Jeremy Corbyn 'defiance' will leave Tories in charge, warns David Miliband

Updated

Labour leadership frontrunner Jeremy Corbyn would take the party "backwards" and risks leaving Britain a one-party state, David Miliband has warned.

In the latest of a string of interventions from the party's big beasts, the former foreign secretary endorsed Liz Kendall to take the top job and disclosed that his second preference vote would go to Yvette Cooper.

The "angry defiance" of the Corbyn campaign will lead only to electoral defeat, he warns in an article for The Guardian.

Mr Miliband wrote: "Given the collapse of the Lib Dems, the stakes now are very high indeed, not just for Labour but for the country.

"Get it wrong, and Britain could become a multiparty democracy with only one party - the Conservative Party - that can win parliamentary majorities. A one-governing-party state."
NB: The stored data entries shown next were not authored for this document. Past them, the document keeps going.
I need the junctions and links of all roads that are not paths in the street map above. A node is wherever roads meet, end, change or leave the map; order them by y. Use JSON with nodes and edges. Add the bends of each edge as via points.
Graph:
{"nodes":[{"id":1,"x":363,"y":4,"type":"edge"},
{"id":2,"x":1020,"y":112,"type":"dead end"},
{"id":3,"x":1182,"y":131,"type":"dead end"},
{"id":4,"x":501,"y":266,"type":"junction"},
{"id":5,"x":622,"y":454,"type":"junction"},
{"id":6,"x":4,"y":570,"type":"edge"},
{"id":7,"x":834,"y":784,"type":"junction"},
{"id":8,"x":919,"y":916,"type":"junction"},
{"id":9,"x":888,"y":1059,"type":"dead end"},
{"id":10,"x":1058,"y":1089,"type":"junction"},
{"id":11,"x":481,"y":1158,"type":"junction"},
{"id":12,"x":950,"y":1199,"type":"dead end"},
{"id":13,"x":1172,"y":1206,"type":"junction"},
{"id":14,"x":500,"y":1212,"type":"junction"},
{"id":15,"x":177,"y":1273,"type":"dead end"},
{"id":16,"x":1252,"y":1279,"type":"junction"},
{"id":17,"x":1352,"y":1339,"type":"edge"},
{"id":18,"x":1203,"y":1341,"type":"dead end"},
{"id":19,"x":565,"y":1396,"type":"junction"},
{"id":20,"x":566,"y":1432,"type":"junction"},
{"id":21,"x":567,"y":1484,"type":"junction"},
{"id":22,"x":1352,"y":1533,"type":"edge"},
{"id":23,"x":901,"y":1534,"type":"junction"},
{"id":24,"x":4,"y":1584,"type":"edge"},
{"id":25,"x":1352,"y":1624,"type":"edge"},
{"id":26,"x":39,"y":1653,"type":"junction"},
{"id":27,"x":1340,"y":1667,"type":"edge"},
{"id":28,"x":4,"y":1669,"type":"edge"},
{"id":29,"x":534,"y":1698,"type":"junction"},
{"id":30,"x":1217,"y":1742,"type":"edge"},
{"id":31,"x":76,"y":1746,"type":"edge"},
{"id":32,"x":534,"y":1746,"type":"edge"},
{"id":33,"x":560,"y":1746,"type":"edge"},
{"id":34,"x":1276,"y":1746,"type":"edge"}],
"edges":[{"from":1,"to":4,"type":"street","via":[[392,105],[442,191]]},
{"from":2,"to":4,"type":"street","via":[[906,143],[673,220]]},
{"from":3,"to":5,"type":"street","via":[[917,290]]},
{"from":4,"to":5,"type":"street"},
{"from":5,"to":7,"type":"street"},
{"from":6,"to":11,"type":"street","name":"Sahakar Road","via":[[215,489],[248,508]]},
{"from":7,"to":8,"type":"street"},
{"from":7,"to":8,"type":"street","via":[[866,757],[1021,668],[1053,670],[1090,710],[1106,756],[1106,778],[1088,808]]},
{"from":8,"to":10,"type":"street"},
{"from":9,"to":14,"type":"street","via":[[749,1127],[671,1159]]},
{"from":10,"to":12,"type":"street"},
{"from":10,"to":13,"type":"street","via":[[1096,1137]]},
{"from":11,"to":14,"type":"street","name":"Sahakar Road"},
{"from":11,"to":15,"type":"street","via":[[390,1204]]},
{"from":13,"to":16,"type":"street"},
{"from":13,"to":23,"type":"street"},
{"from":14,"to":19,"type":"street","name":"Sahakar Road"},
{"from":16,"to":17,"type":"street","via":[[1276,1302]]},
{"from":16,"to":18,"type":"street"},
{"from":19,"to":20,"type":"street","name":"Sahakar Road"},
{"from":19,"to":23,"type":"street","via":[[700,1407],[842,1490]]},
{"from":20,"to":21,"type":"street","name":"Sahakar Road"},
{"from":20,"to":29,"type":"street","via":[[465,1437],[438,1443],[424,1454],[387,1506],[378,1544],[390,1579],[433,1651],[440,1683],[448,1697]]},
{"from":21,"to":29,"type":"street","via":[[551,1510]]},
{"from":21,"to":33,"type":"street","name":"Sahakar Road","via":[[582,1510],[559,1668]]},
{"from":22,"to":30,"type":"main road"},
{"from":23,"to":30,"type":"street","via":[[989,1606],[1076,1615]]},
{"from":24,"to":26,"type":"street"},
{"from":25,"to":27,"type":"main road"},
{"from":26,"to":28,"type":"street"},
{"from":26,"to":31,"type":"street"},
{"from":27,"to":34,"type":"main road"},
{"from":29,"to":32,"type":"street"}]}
Mr Miliband dismissed the radical left-winger's "demand that Labour become an anti-austerity movement on the Greek model".

He added: "The alternative to Syriza/ Corbyn is based on passionate reform, not angry defiance. Clear-eyed about the dangers of inequality, the corrosion of the public realm, the weakness of international political cooperation relative to economic forces, the necessity of domestic institutional change, it does not seek to fight the next election as a party of angry protest but instead as one of reforming government.

"The Corbyn programme looks backwards. The pledges of nationalisation, 7p in the pound increases in national insurance for those earning more than £50,000, and equivocation about Britain's place in the EU are the same ideas that I learned were wrong when I joined the Labour party in 1981."

It comes after both Mr Burnham and Mr Corbyn offered to "involve" each other in their teams if they succeeded Ed Miliband.

Mr Burnham told activists in Manchester there is a "good deal of common ground" between him and his rival on some of the major policy areas, including transport and education.

As he reached out to the Islington North MP's supporters, the shadow health secretary said Mr Corbyn had brought "real energy to this race" and he would "involve" his rival in his team from the outset.

But Mr Burnham warned there is a "real risk of division" following the increasingly bitter leadership contest and insisted he was the one candidate who could unite the party.

He said it was crucial for Labour to have a "credible" plan for public finances and criticised the Islington North MP's opaque stance on Britain's future in the European Union as well as his plans for renationalisation of utilities and "printing money" to pay for infrastructure.

Speaking at the People's History Museum in Manchester, he said: "My worry is that policies like these would leave us open to losing the argument on the economy on day one."

He added: "I won't let our party repeat the history of the early 1980s when we were more interested in fighting each other and we left the pitch clear for Margaret Thatcher to bulldoze her way through Labour communities up and down the country.

"I won't let those Bullingdon Boys - the heirs to Thatcher - do the same to people in 2015 as she did in 1985.

"That was the year I joined Labour here in the North West. I have given my life to it ever since.

"I am now fighting to win this contest with everything I've got because the very future of our party hangs in the balance."

After the speech, Mr Corbyn said: "We welcome Andy's inclusive tone towards our campaign and the view is mutual - if we win we would involve Andy in our team if he was willing. From day one, whoever wins must pull the party together."

Meanwhile, Yvette Cooper and Liz Kendall have denied reports that Lord Mandelson approached them in a bid to suspend the election by persuading the pair and Mr Burnham to drop out en masse.

While Ms Cooper said she had not been approached directly by the grandee and said she was unaware if her campaign team had been contacted, Ms Kendall insisted that neither she nor her office had spoken to the peer.

Asked about the claims made by the Telegraph, Ms Kendall told BBC Radio 4's World At One: "No, neither me nor anybody in my team (have spoken to Lord Mandelson). I have no idea where that came from."

Ms Kendall also rubbished suggestions that she has been asked to drop out of the race to boost Mr Burnham and Ms Cooper's chances of winning.

She said: "I haven't made that proposal and none of the other candidates have made that to me.

"I have said that I want people to vote for me with their first preference but they should use their second or third preferences for Yvette or Andy or Andy or Yvette.

"I'm not going to be dropping out in this contest, I can't stop making the case."